I would be keen to know the name of the person who had the bright idea of banning taxis from Edinburgh Waverley station.

Coming up yesterday with a heavy case it was a nightmare trying to find where the taxi rank was with poor signage. I was with three visitors to Edinburgh and what a welcome.

Someone said it was about terrorists, but terrorists bringing weapons in could hide them in the luggage already, and if they are fanatics, would not be bothered about getting a taxi out. What an awful advertisment for Edinburgh.

Rankin Weir, Carshalton, Surrey

Pro Union is not pro Tory, Mr Hannan

Surely I cannot be the only person who is sick and tired of SNP supporters (including your own Mr Hannan) continually going on about Labour politicians, who by merely supporting the Union are conceived to be in cahoots with the Tories.

What a crass opinion, that only goes to show the SNP will stoop to any depth to proffer their unwanted views.

After 80-odd years with one single aim, they can still only count on about 35% of the people to vote for their misbegotten dreams.

Nor can I ignore the other fable continually trotted out, that the Scottish people have many times had a government they didn’t vote for. Is this not also true for large areas in England and Wales when there is a Tory regime?

Equally, is it not true for large parts of England and Wales when there is a Labour government? Until a full PR system is introduced this will always be the position. Mr Salmond and his cohorts are past masters at selective truths.

Finally, I could not believe my ears when I heard that the SNP were accusing the ‘No’ campaign of using the D Day remembrance activities to proffer ‘Britishness’ and therefore the Union.

Sorry Alex but you cannot ignore history when it suits. Will you not seek to use the 700th anniversary of Bannockburn in the same way – blithely ignoring the fact that Bruce fought for his crown, not Scotland and that many Scots (Comyns and MacDougalls to name but a few) were in opposition at that battle?

I trust that people will see through these cheap tricks and that common sense will prevail.

Ian M Hunter, Penicuik

Jim Sillars loses the wars of independence

I cannot let Jim Sillars’ outrageously biased article (News, June 11) on our relationship with the US go unanswered. First he ‘laughs’ when comparing US independence with Scottish independence. Well, no wonder, as the comparison is, well, laughable!
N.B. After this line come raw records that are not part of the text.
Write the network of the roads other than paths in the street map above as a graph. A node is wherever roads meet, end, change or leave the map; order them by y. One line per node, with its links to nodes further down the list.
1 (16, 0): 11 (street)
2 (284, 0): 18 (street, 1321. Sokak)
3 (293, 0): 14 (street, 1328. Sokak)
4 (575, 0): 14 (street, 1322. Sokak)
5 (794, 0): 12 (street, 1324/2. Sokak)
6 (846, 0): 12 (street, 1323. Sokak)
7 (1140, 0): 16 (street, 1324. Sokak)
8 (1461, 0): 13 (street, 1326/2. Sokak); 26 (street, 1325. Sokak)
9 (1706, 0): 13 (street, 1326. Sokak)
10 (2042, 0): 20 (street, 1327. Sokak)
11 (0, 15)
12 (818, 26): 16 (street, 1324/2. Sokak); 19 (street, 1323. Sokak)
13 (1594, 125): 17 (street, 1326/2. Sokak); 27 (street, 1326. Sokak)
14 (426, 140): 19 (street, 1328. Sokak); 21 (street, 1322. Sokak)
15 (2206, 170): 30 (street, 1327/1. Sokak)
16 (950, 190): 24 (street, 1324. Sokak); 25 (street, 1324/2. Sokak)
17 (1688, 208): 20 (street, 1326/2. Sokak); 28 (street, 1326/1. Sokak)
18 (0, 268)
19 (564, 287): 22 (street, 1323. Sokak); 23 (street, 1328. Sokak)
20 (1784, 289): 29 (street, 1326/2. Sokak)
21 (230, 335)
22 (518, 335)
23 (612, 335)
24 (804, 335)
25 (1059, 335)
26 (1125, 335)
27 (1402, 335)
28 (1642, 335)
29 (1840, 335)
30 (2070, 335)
The Americas were a potentially massively superior power to the UK, 3000 miles away, whereas Scotland is an integral, virtually borderless part of the UK, which has had, and should continue to have, an outstanding contribution to the life and welfare of the UK as a whole, but will see us both the poorer if we split away.

He is right when he implies that Scottish immigrants to the US have made a substantial contribution to US development, as they also have to England and the UK. The English actually like the Scots!

When he talks about ‘limiting our liberty and freedom’ within the UK, he demonstrates the sort of misinformation constantly put out by the SNP. None of us suffer from this palpably stupid contention. He has watched Braveheart too often!

His discourse on the ‘special relationship’ between the US and the UK similarly rewrites history to produce a spurious, distorted view, solely to support Scottish independence.

Sillars poo-poos our support for the US, especially the raid on Libya. He should realise that international hi-jacking and terrorism dropped substantially after that raid. Second, he forgets to mention the help the US gave to the UK during the Falklands war.

Sillars salivates at the thought of the UK losing its influence in the UN - is he really suggesting he would rather see India, Brazil and Indonesia as permanent council members?

He seems to think an independent, nuclear-free Scotland would remain an attractive ‘aircraft carrier’ for NATO, when US planes carry nuclear weapons and are unlikely to leave them behind just to keep Salmond, Sillars and co happy.

The SNP campaign approach of unsubstantiated and uncosted ‘jam for all’, mickey mouse economics, instant masterstrokes and bizarre foreign policy is making me very afraid!